Dietario de un fotógrafo pobre / Apuntes sobre agosto

 

Agosto entra ponientoso y salitre de hondura espesa al olfato. Algún sonido de chicharra cruza el aire, aprovechando la pausa que deja el pentagrama entre los estruendos de tubos de escape rotos de las motos o el rap o lo que sea del automóvil convertido en discoteca, sobreviviendo sobre la algarada humana de los paseos. A veces viene una ola en sordina como banda sonora ambiental punteada del graznido de gaviotas que parece salida del túnel del tiempo que dicen hay en otra dimensión. Un Ligeti, para entendernos.

Huimos del pasado, pero somos el despojo de sus emociones, carne en olor putrefacto de los vivos de entonces: nuestros errores serán la herencia del futuro al igual que vivimos aquellos que los muertos cometieron. Así, el pasado nunca se va, se instala en los bárbaros del norte que, invasores, serán transición entre la fresca limonada tomada bajo la pérgola señorial mecida de pianos y el vino de verano bajo el andamio tropical estremecido de regetón y horteras a tutiplén.

Cada vez las olas de bárbaros se suceden con más celeridad. Antes, las guerras acababan con el mundo anterior muy bien contado por Stefan Sweig, ahora, las Verdurín de Proust se sustituyen según fluya la dirección del dinero y, como ya ocurría entonces, deja una democratización líquida y vertiginosa en los usos y desusos sociales. Ya nadie muere en un salón rodeado de bolcheviques, son estos quienes delegan de sus funciones revolucionarias bajo los efectos del reflejo de oropel de las cornucopias convertidas en vintage, que es cuando la carcoma reclama su derecho al lujo o el céntimo se reivindica como parte indivisa del dinero. Siempre lo revolucionario termina por redecorar los palacios de invierno y lo revolucionado acata el cambio para que nada lo haga como ya contara aquel príncipe Lampedusa. Vintage o no, el bolsillo de siempre termina por recuperar lo que era suyo civilizando al intruso que, además, les regenera la sangre haciendo exógama la estirpe. Al caso, en mi árbol genealógico hay una emperatriz de los franceses, ejemplo de una excelsa casada con un pavernu venido de la sarda María Letizia Ramolino, la Madame Mere napoleónica a quien le tocó un super euromillón de su época en forma de vástago que llegó a emperador. A veces, pienso que a mi me han llegado genes de mi antepasada, pues si a ella le gustó Napoleón III, en mi hizo estragos Marlon Brando como primero de esa estirpe en la película Desiré.
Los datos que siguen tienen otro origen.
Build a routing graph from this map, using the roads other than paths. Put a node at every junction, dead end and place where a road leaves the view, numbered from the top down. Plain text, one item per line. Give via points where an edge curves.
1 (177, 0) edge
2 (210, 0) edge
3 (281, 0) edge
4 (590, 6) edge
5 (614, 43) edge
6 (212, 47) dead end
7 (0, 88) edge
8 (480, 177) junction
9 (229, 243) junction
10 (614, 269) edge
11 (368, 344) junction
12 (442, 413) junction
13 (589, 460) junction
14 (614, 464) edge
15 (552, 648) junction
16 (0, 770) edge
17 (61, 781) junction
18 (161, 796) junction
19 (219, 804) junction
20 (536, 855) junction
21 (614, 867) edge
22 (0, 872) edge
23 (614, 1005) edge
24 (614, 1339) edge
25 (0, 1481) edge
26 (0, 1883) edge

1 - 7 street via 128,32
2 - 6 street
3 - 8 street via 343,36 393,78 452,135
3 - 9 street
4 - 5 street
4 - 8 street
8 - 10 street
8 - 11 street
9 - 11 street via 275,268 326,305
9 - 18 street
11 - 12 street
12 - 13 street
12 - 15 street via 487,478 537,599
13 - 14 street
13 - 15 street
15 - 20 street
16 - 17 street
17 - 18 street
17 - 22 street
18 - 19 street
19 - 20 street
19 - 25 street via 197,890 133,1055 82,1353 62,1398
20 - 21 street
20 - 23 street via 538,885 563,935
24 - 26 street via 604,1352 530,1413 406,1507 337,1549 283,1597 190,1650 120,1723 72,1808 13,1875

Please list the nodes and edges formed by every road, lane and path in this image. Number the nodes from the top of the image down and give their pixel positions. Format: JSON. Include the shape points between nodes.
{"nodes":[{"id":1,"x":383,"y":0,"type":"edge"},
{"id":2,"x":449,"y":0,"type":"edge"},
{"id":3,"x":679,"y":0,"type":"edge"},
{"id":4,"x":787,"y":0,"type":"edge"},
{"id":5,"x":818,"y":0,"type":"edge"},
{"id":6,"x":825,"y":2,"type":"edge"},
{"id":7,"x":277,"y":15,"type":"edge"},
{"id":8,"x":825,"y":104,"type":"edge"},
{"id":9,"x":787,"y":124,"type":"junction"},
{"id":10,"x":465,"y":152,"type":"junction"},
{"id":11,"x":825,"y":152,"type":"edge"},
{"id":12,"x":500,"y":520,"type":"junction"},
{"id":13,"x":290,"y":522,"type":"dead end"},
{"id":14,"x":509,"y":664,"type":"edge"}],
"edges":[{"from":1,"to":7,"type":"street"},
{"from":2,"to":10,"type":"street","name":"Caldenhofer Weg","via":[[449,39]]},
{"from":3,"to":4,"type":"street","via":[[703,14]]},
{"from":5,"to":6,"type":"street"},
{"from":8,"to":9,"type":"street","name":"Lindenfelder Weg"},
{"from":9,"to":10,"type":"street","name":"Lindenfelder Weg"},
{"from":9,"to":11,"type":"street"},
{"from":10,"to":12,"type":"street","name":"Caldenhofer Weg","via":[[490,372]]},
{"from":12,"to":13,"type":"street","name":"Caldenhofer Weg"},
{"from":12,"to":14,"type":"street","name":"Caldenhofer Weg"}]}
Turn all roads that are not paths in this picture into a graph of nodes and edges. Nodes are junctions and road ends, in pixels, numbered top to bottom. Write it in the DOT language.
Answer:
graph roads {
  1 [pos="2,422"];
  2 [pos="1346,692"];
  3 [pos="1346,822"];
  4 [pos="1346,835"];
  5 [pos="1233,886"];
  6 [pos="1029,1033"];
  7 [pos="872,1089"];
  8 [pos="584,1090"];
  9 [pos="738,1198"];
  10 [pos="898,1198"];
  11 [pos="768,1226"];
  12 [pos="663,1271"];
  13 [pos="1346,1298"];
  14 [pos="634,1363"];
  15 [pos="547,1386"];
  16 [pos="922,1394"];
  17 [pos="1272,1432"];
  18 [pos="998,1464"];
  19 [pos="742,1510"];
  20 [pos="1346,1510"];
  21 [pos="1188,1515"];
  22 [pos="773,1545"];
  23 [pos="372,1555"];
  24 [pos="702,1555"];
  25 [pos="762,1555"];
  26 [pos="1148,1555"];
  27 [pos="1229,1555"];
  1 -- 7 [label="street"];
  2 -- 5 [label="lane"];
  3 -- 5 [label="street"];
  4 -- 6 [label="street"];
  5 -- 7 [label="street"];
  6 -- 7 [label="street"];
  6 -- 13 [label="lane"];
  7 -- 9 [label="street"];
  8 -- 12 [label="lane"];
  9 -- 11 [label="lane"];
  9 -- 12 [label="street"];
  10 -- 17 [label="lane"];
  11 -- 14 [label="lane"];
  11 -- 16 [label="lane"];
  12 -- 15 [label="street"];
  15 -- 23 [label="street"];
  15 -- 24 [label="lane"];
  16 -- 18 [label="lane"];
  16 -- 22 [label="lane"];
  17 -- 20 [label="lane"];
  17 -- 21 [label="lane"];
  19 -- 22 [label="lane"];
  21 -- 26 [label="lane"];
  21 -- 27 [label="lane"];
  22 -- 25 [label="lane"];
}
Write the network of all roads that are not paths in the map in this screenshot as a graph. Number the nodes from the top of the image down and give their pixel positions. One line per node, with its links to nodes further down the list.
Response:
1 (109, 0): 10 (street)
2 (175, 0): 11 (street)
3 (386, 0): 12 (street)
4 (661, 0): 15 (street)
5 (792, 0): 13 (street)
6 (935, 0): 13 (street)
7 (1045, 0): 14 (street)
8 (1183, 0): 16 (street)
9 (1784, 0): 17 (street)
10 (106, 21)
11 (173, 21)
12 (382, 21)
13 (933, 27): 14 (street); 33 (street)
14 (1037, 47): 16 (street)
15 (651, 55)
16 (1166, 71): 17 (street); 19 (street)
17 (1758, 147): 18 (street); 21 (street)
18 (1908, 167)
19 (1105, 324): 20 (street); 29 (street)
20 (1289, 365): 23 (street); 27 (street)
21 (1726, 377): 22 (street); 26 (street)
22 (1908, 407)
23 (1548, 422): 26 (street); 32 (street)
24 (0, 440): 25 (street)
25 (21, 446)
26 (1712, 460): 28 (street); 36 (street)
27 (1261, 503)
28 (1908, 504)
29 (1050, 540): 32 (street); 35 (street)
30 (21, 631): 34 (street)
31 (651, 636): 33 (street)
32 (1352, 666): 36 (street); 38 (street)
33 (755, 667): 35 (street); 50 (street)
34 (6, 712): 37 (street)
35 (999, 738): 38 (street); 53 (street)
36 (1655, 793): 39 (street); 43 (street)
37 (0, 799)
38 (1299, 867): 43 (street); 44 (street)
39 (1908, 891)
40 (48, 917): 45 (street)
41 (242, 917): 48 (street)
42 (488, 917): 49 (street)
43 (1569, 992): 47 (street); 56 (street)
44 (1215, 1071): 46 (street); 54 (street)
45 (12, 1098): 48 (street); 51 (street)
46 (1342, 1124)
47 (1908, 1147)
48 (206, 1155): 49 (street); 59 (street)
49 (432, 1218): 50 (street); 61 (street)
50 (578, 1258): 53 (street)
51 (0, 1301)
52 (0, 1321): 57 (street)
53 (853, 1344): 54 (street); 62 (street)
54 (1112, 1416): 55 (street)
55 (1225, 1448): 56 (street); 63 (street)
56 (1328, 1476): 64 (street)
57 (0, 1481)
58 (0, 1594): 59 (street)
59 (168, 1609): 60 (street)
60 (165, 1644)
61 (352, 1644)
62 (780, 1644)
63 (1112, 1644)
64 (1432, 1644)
Pero siguiendo el hilo, hace tiempo que los agostos son quincenas o acaso fin de semana para quienes andan justos de monises. No quiere decir esto que no los haya en abundancia de ellos, pues los hay  que están sobrados de los mismos. Al igual, el mundo está plagado de zonas VIP para uso y disfrute de quienes llevan outfit (dicen ellos) cosido en haute couture y donde los pianos siguen meciendo los atardeceres bañados con Roederer Brut o Mumm. Pero ante los 8 mil millones de la población mundial, éstos son la millonésima parte del céntimo de antes.

A mi apunte, agosto es maraña de nostalgia parada en los bulevares marítimos flanqueados de plátanos y enredadera que culminaban en una fuente con pedestal, verdín de liquen, para alguna deidad mitológica del agua. Un pueblo de verano con siesta mecida por orquesta de grillos y cigarras; visillos tamizando la luz vertical del mediodía y noches donde la luna rielaba sobre el mar de aquellos veranos y levantaba una brisa fresca que se colaba al interior de las habitaciones por las rendijas de persianas de tablillas de madera.

Sobre las embarcaciones a remo, de cuando entonces, pasan aceleradas motos acuáticas o lanchas empavesadas con visos de yates con motores amplificados a velocidad de una huida de narcos. Al filete empanado y patatas del chiringuito de caña sucede un interior de cristal y tarima donde se sirve un minimalismo japonés de pescado crudo. Y ya ni el espeto respeta su esencia misma, la de la sardina a ser comida sobre la rodaja de pan empapada de su grasa. Mientras, a la orilla, una loneta al viento cubriendo una colchoneta llamada chill-out usurpa el lugar a aquellos toldos de gruesa tela rayada enganchada al soporte de dos palos verticales.

Aquel agosto lleva tiempo desangrado, exánime, cadavérico. «Se ve alguna lucecilla. Pueden ser una o dos barcas que han salido a la pesca. En aquel mar se oyen solamente los grillos. Puede que fuera así el canto de las sirenas», leo en «El viaje a ninguna parte» de Fernando Fernán-Gómez. Novela que hay que leer y película que hay que ver.